Data in this exercise:
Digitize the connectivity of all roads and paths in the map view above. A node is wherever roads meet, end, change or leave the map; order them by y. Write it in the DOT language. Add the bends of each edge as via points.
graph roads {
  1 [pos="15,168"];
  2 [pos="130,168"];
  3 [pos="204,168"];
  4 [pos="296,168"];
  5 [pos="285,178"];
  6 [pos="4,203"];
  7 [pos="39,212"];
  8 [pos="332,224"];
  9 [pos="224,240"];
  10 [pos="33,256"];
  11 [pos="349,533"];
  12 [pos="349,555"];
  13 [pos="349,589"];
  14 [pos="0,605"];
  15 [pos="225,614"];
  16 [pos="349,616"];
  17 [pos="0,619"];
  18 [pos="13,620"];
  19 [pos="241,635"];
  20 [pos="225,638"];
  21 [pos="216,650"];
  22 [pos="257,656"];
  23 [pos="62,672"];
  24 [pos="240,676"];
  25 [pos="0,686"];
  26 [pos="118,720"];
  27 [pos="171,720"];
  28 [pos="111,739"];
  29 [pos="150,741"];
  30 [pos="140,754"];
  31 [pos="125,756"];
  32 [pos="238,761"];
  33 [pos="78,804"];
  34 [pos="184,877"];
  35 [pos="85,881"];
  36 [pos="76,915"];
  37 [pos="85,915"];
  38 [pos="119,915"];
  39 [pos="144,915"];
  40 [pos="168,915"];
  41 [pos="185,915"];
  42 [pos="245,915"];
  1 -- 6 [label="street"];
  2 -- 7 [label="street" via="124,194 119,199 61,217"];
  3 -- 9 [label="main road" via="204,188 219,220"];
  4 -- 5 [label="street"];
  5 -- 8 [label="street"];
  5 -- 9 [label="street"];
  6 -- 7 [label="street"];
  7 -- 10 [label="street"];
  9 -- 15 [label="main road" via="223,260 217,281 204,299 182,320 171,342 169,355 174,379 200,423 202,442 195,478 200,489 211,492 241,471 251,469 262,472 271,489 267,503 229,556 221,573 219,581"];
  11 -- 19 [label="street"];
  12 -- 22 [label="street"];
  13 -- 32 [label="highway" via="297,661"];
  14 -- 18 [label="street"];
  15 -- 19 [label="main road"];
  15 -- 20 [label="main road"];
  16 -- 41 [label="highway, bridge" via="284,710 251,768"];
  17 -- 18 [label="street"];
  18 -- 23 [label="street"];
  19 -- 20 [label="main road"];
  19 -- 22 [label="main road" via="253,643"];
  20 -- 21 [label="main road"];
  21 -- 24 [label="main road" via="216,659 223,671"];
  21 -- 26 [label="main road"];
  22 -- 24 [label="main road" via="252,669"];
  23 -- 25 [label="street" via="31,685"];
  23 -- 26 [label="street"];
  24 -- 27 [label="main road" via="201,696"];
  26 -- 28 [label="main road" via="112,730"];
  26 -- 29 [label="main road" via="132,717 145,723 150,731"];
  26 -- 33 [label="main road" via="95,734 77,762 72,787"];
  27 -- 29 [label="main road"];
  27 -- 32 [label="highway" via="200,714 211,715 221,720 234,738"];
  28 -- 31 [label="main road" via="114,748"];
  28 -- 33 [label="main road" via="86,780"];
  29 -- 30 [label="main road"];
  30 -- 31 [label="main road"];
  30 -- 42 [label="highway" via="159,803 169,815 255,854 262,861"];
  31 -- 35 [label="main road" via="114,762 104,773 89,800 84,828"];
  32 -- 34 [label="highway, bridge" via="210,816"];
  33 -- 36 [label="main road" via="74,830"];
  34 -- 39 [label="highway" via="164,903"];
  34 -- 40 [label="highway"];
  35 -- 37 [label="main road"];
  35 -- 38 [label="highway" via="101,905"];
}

Task to carry out:
Repeat this material verbatim.

Answer section:
Digitize the connectivity of all roads and paths in the map view above. A node is wherever roads meet, end, change or leave the map; order them by y. Write it in the DOT language. Add the bends of each edge as via points.
graph roads {
  1 [pos="15,168"];
  2 [pos="130,168"];
  3 [pos="204,168"];
  4 [pos="296,168"];
  5 [pos="285,178"];
  6 [pos="4,203"];
  7 [pos="39,212"];
  8 [pos="332,224"];
  9 [pos="224,240"];
  10 [pos="33,256"];
  11 [pos="349,533"];
  12 [pos="349,555"];
  13 [pos="349,589"];
  14 [pos="0,605"];
  15 [pos="225,614"];
  16 [pos="349,616"];
  17 [pos="0,619"];
  18 [pos="13,620"];
  19 [pos="241,635"];
  20 [pos="225,638"];
  21 [pos="216,650"];
  22 [pos="257,656"];
  23 [pos="62,672"];
  24 [pos="240,676"];
  25 [pos="0,686"];
  26 [pos="118,720"];
  27 [pos="171,720"];
  28 [pos="111,739"];
  29 [pos="150,741"];
  30 [pos="140,754"];
  31 [pos="125,756"];
  32 [pos="238,761"];
  33 [pos="78,804"];
  34 [pos="184,877"];
  35 [pos="85,881"];
  36 [pos="76,915"];
  37 [pos="85,915"];
  38 [pos="119,915"];
  39 [pos="144,915"];
  40 [pos="168,915"];
  41 [pos="185,915"];
  42 [pos="245,915"];
  1 -- 6 [label="street"];
  2 -- 7 [label="street" via="124,194 119,199 61,217"];
  3 -- 9 [label="main road" via="204,188 219,220"];
  4 -- 5 [label="street"];
  5 -- 8 [label="street"];
  5 -- 9 [label="street"];
  6 -- 7 [label="street"];
  7 -- 10 [label="street"];
  9 -- 15 [label="main road" via="223,260 217,281 204,299 182,320 171,342 169,355 174,379 200,423 202,442 195,478 200,489 211,492 241,471 251,469 262,472 271,489 267,503 229,556 221,573 219,581"];
  11 -- 19 [label="street"];
  12 -- 22 [label="street"];
  13 -- 32 [label="highway" via="297,661"];
  14 -- 18 [label="street"];
  15 -- 19 [label="main road"];
  15 -- 20 [label="main road"];
  16 -- 41 [label="highway, bridge" via="284,710 251,768"];
  17 -- 18 [label="street"];
  18 -- 23 [label="street"];
  19 -- 20 [label="main road"];
  19 -- 22 [label="main road" via="253,643"];
  20 -- 21 [label="main road"];
  21 -- 24 [label="main road" via="216,659 223,671"];
  21 -- 26 [label="main road"];
  22 -- 24 [label="main road" via="252,669"];
  23 -- 25 [label="street" via="31,685"];
  23 -- 26 [label="street"];
  24 -- 27 [label="main road" via="201,696"];
  26 -- 28 [label="main road" via="112,730"];
  26 -- 29 [label="main road" via="132,717 145,723 150,731"];
  26 -- 33 [label="main road" via="95,734 77,762 72,787"];
  27 -- 29 [label="main road"];
  27 -- 32 [label="highway" via="200,714 211,715 221,720 234,738"];
  28 -- 31 [label="main road" via="114,748"];
  28 -- 33 [label="main road" via="86,780"];
  29 -- 30 [label="main road"];
  30 -- 31 [label="main road"];
  30 -- 42 [label="highway" via="159,803 169,815 255,854 262,861"];
  31 -- 35 [label="main road" via="114,762 104,773 89,800 84,828"];
  32 -- 34 [label="highway, bridge" via="210,816"];
  33 -- 36 [label="main road" via="74,830"];
  34 -- 39 [label="highway" via="164,903"];
  34 -- 40 [label="highway"];
  35 -- 37 [label="main road"];
  35 -- 38 [label="highway" via="101,905"];
}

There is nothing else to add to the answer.